Phil Olmstead was asleep in his tent at the time. He had suffered a stroke four years previously and had trouble moving his things. The cleaning crew helped him out of his tent and allowed him to carry his backpack and helped him with his loaded granny cart. Phil said he wanted his things not to be thrown away, but police told him if he did not like it to sue the cleaning crew for his lost items. When Phil saw them lift his tent and his bedding and shove it into the compactor truck, he attempted to re-enter the camp to stop them. The officer grabbed him and slapped handcuffs on his wrists as he helplessly watched the last of his belongings crushed by the compactor.
After Phil was searched and placed in the rear seat of a patrol car, his chest began to feel tight and it became difficult to breathe. When the ambulance showed up to check on him, officers uncuffed him and made him sign a citation, promising to appear in court.
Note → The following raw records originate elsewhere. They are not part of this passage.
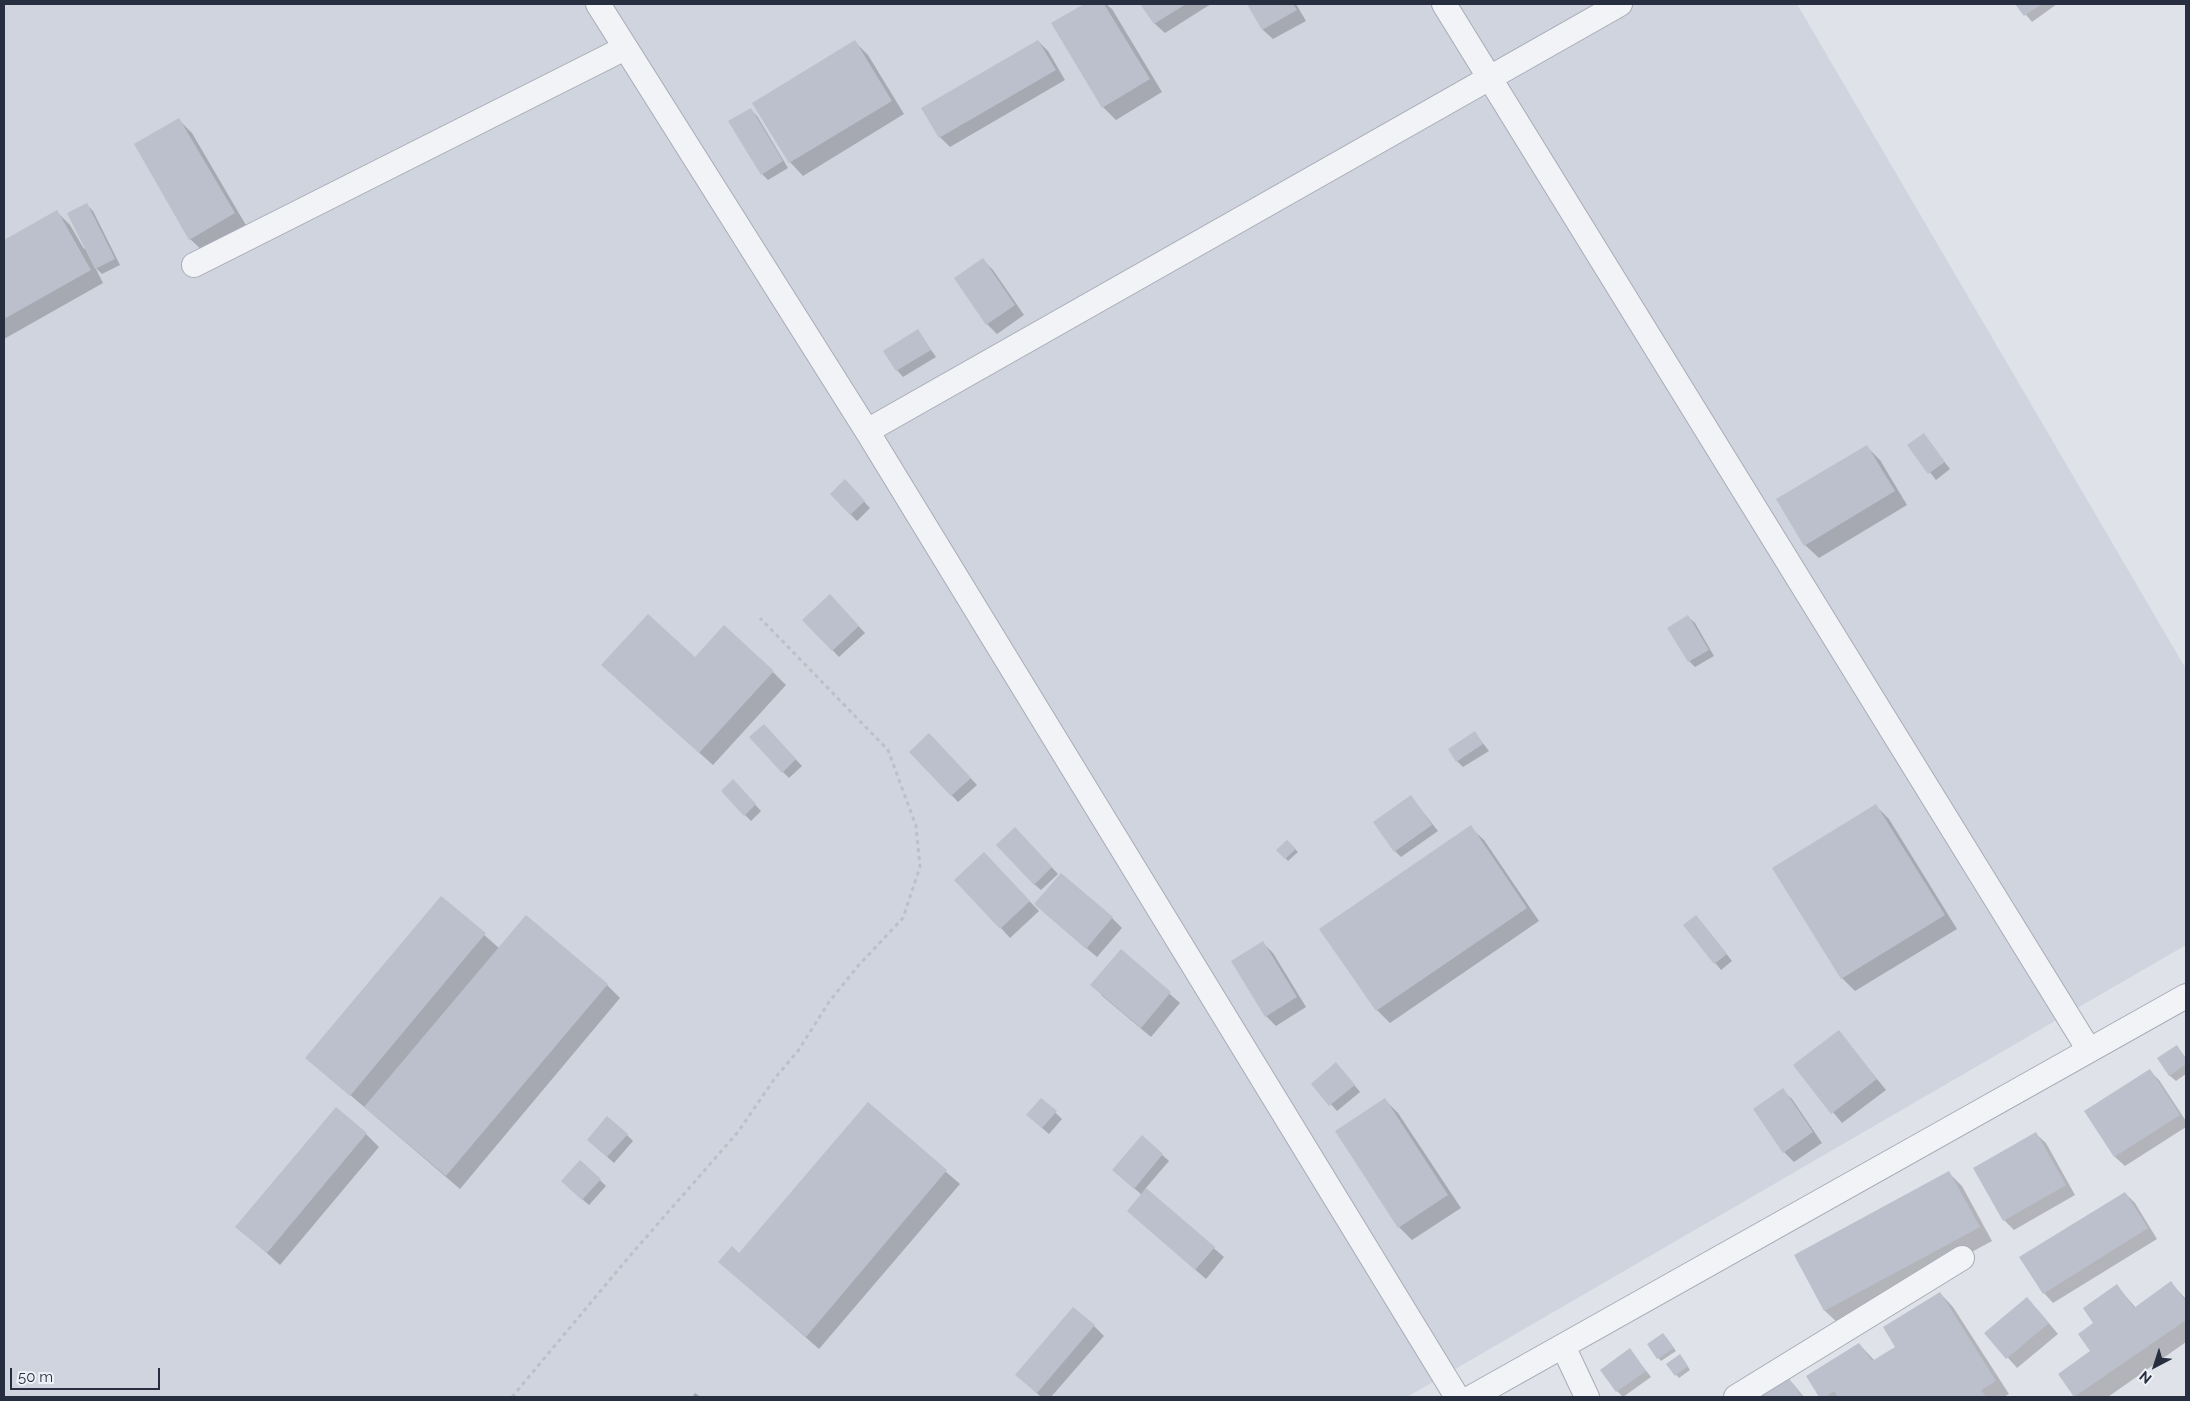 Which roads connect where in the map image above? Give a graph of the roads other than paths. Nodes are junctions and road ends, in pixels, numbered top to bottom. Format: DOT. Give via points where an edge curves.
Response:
graph roads {
  1 [pos="598,4"];
  2 [pos="1444,4"];
  3 [pos="1620,4"];
  4 [pos="625,48"];
  5 [pos="1490,77"];
  6 [pos="194,265"];
  7 [pos="867,431"];
  8 [pos="2186,996"];
  9 [pos="2089,1050"];
  10 [pos="1962,1258"];
  11 [pos="1563,1346"];
  12 [pos="1457,1397"];
  13 [pos="1472,1397"];
  14 [pos="1587,1397"];
  15 [pos="1736,1397"];
  1 -- 4 [label="street"];
  2 -- 5 [label="street"];
  3 -- 5 [label="street"];
  4 -- 6 [label="street"];
  4 -- 7 [label="street"];
  5 -- 7 [label="street"];
  5 -- 9 [label="street"];
  7 -- 12 [label="street"];
  8 -- 9 [label="street"];
  9 -- 11 [label="street"];
  10 -- 15 [label="street"];
  11 -- 13 [label="street"];
  11 -- 14 [label="street"];
}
He was taken to the hospital for two days for very high blood pressure and a possible heart condition.
When Phil read his Homeless State of the City Report, the audience grew and many were surprised to learn that he was homeless. Homeless volunteers circled about wearing signs that read, “I am an underwater welder, and I am homeless,” or “I am a Berkeley graduate and I am homeless.”
Even as Phil spoke, the city was preparing to sweep three other camps within the next 24 hours. The vicious cycle continues as the homeless are hunted down like animals. We continue to ask, “Where do we go?” and they continue to say, “Anywhere, but here.” They want to break up any communities and have us hide as isolated individuals, here and there, as long as we are not visible.
Now we have become emboldened and we ask, “Can you see me now?” The war continues.